Spinal muscular atrophy (SMA) is a neurodegenerative disease that results in the loss of motor neurons, muscle atrophy, paralysis, and infant mortality. The causative gene of SMA is SMN1, which encodes a survival motor neuron protein and is implicated in the regulation of splicing. Our project seeks to establish and characterize a new, promising link between SMA and high-glucose diet in Caenorhabditis elegans. C. elegans is an excellent model to study SMA, as the smn-1 gene is nearly 80% identical in worms and humans, and it is also a good model for to study the response to high-glucose diet due to the high level of conservation with the human insulin-signaling pathway.
Mutations in the C. elegans insulin receptor (daf-2) can lead to entry into an alternative larval stage called dauer. Previous studies have demonstrated that a high-glucose diet suppresses this effect due to the up-regulation of insulin signaling. We conducted a series of RNAi screens to identify regulators that are important for the insulin signaling response specifically on a high-glucose diet. We have identified 44 candidate genes. Interestingly, two of the most promising candidates are smn-1 and nekl-3, the latter of which has been identified as a modifier of smn-1. This identifies a potential link between SMA, high-glucose diet, and insulin signaling.
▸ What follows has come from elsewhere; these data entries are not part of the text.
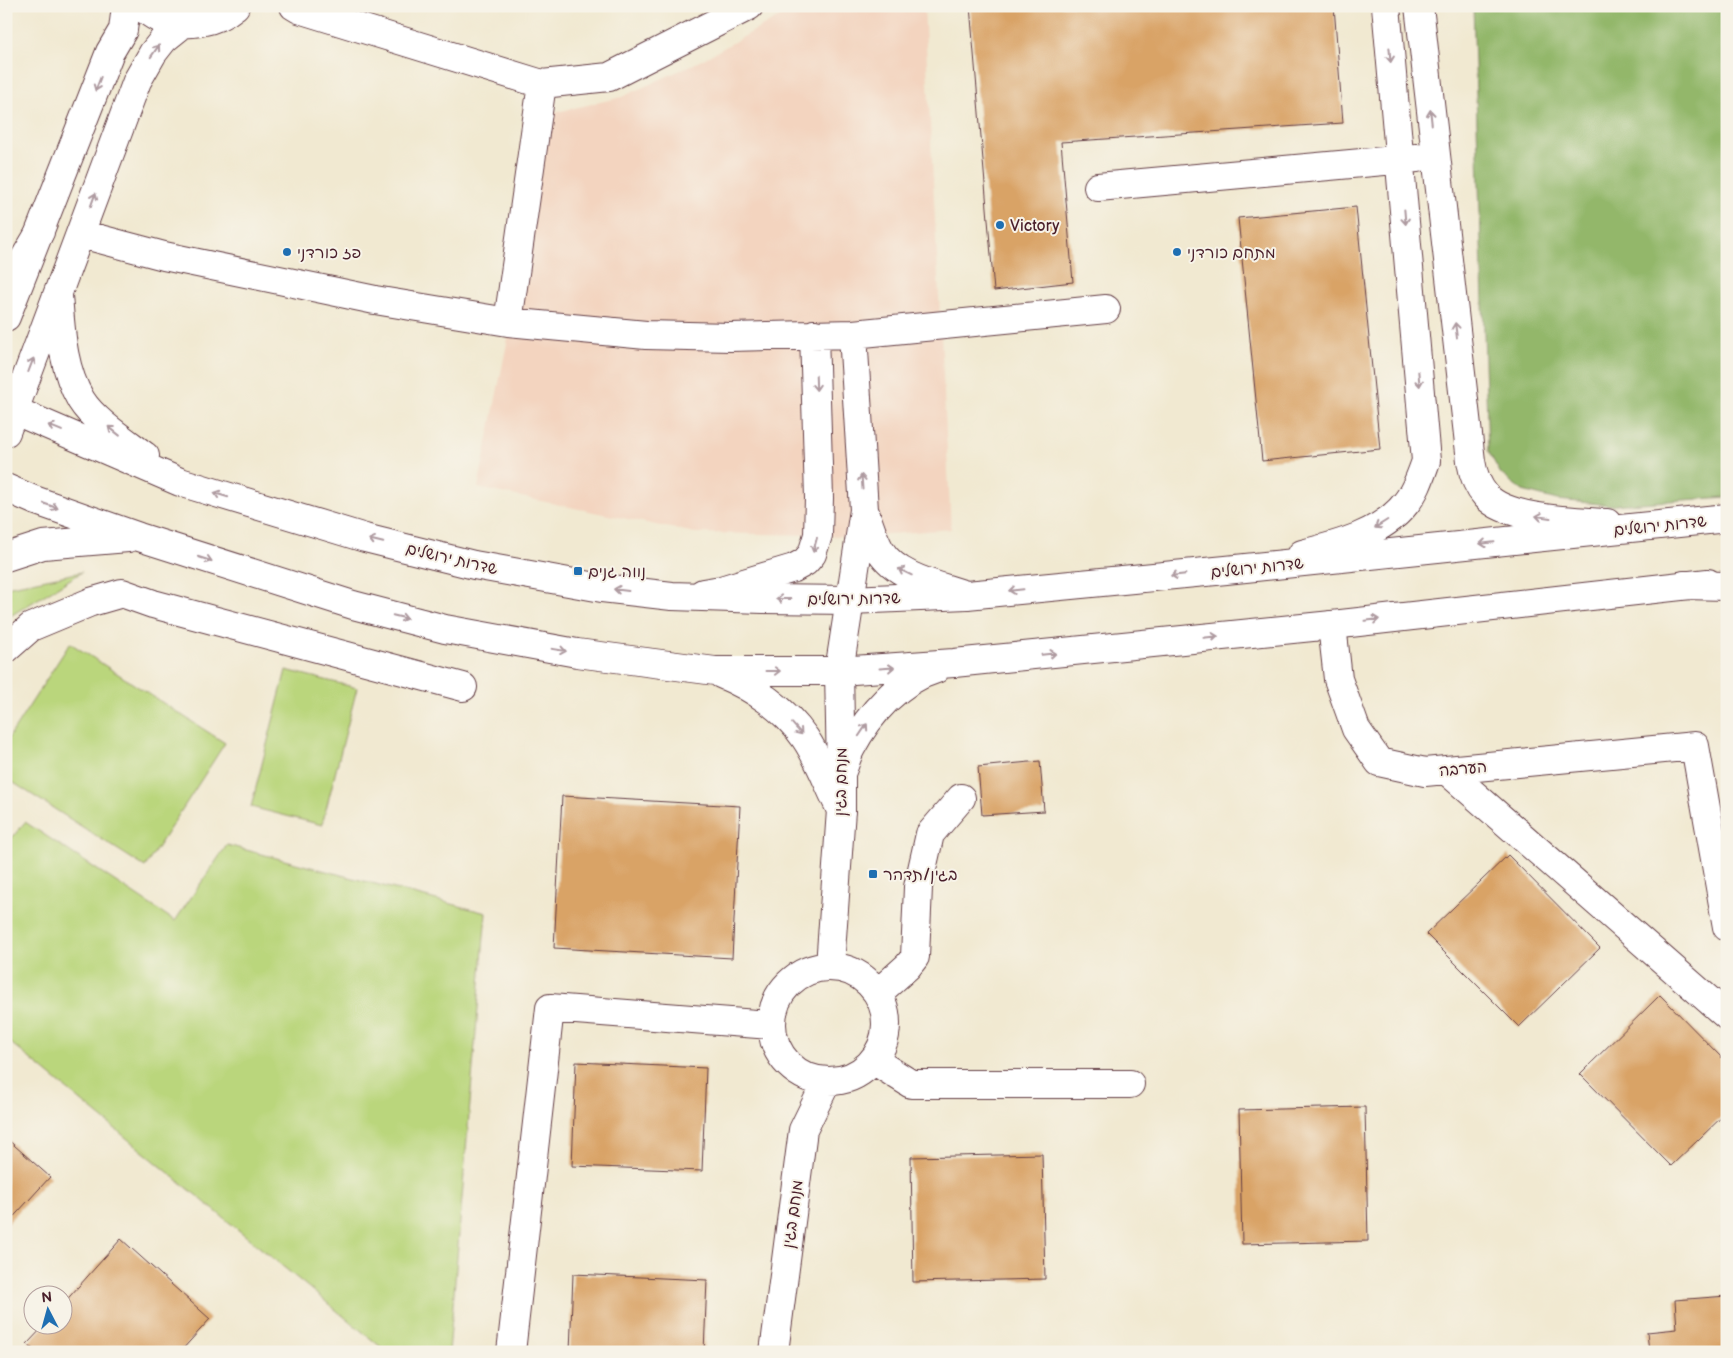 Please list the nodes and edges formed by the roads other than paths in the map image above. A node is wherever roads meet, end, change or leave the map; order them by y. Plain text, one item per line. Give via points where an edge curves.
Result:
1 (126, 6) edge
2 (140, 6) edge
3 (235, 6) edge
4 (294, 6) edge
5 (749, 6) edge
6 (1386, 6) edge
7 (1419, 6) edge
8 (184, 24) junction
9 (542, 84) junction
10 (1436, 157) junction
11 (1400, 160) junction
12 (1098, 187) dead end
13 (40, 232) junction
14 (81, 234) junction
15 (6, 281) edge
16 (58, 295) junction
17 (1106, 309) dead end
18 (6, 317) edge
19 (508, 322) junction
20 (814, 334) junction
21 (853, 334) junction
22 (9, 416) edge
23 (180, 482) junction
24 (6, 488) edge
25 (864, 510) junction
26 (1727, 518) edge
27 (1644, 526) junction
28 (139, 537) junction
29 (6, 557) edge
30 (1226, 570) junction
31 (1727, 582) edge
32 (1684, 585) junction
33 (1727, 586) edge
34 (967, 595) junction
35 (672, 596) junction
36 (850, 600) junction
37 (1332, 625) junction
38 (6, 649) edge
39 (954, 663) junction
40 (715, 671) junction
41 (839, 671) junction
42 (463, 687) dead end
43 (1446, 770) junction
44 (842, 773) junction
45 (961, 798) dead end
46 (841, 810) junction
47 (1727, 926) edge
48 (830, 966) junction
49 (878, 993) junction
50 (1727, 1016) edge
51 (770, 1026) junction
52 (873, 1060) junction
53 (827, 1081) junction
54 (1130, 1084) dead end
55 (511, 1352) edge
56 (774, 1352) edge

1 -> 13 main road via 123,30 110,52
2 - 8 main road via 160,19
3 - 8 main road via 226,14 206,22
4 - 9 main road
5 - 9 main road via 609,77
6 -> 11 main road
10 -> 7 main road
14 -> 8 main road via 137,81 164,39
9 - 19 main road
10 - 11 main road
27 -> 10 main road via 1523,514 1500,506 1486,496 1474,478
11 - 12 main road
11 -> 30 main road via 1426,461 1421,475 1407,503 1385,522 1361,536 1315,551
13 - 15 main road via 17,271
13 - 18 main road
14 - 16 main road
14 - 19 main road via 164,256 375,300
22 -> 16 main road
23 -> 16 main road via 99,420 82,400 67,367
17 - 21 main road
19 - 20 main road via 646,335
20 - 21 main road
20 -> 35 main road via 820,498 818,534 812,554 805,562 778,574 721,590
25 -> 21 main road
23 -> 22 main road, שדרות ירושלים
35 -> 23 main road, שדרות ירושלים via 602,588 474,564 365,538
24 -> 28 main road
34 -> 25 main road via 899,570 880,550
25 - 36 main road, מנחם בגין
26 - 27 main road, שדרות ירושלים
27 -> 30 main road, שדרות ירושלים
28 - 29 main road via 43,545
28 -> 40 main road via 353,606 446,629 577,653
30 -> 34 main road, שדרות ירושלים
31 - 32 main road
32 - 33 main road
37 -> 32 main road
34 - 36 main road, שדרות ירושלים
36 -> 35 main road, שדרות ירושלים
36 - 41 main road, מנחם בגין
39 -> 37 main road
37 - 43 main road, הערבה via 1338,679 1356,729 1380,762 1425,772
38 - 42 main road via 31,626 122,593
41 -> 39 main road
44 -> 39 main road via 851,748 894,693 928,672
40 -> 41 main road
40 -> 46 main road via 742,683 788,718 814,754
41 - 44 main road, מנחם בגין
43 - 47 main road, הערבה via 1695,746
43 - 50 main road
44 - 46 main road, מנחם בגין
45 - 49 main road via 930,834 918,887 915,957
46 - 48 main road, מנחם בגין
48 - 49 main road via 848,969 865,978
48 - 51 main road via 812,968 795,976 781,990 773,1007
49 - 52 main road via 885,1009 887,1027
51 - 53 main road via 782,1058 794,1070 810,1078
51 - 55 main road via 550,1008
52 - 53 main road via 860,1072 844,1079
52 - 54 main road via 911,1084
53 - 56 main road, מנחם בגין via 804,1130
We have completed dauer assays to verify and quantify the insulin specificity and glucose specificity of these 44 candidate genes. ~30 other genes have been identified as smn-1 genetic interactors, and we have tested whether other members of this “SMA Network” are also involved in regulating insulin signaling. We find that the SMA Network genes are enriched for this response: ~25% are also required for the high-glucose diet suppression of dauer formation. SMA Network genes also seem to play a role in regulating other insulin-signaling phenotypes, including lifespan and stress resistance.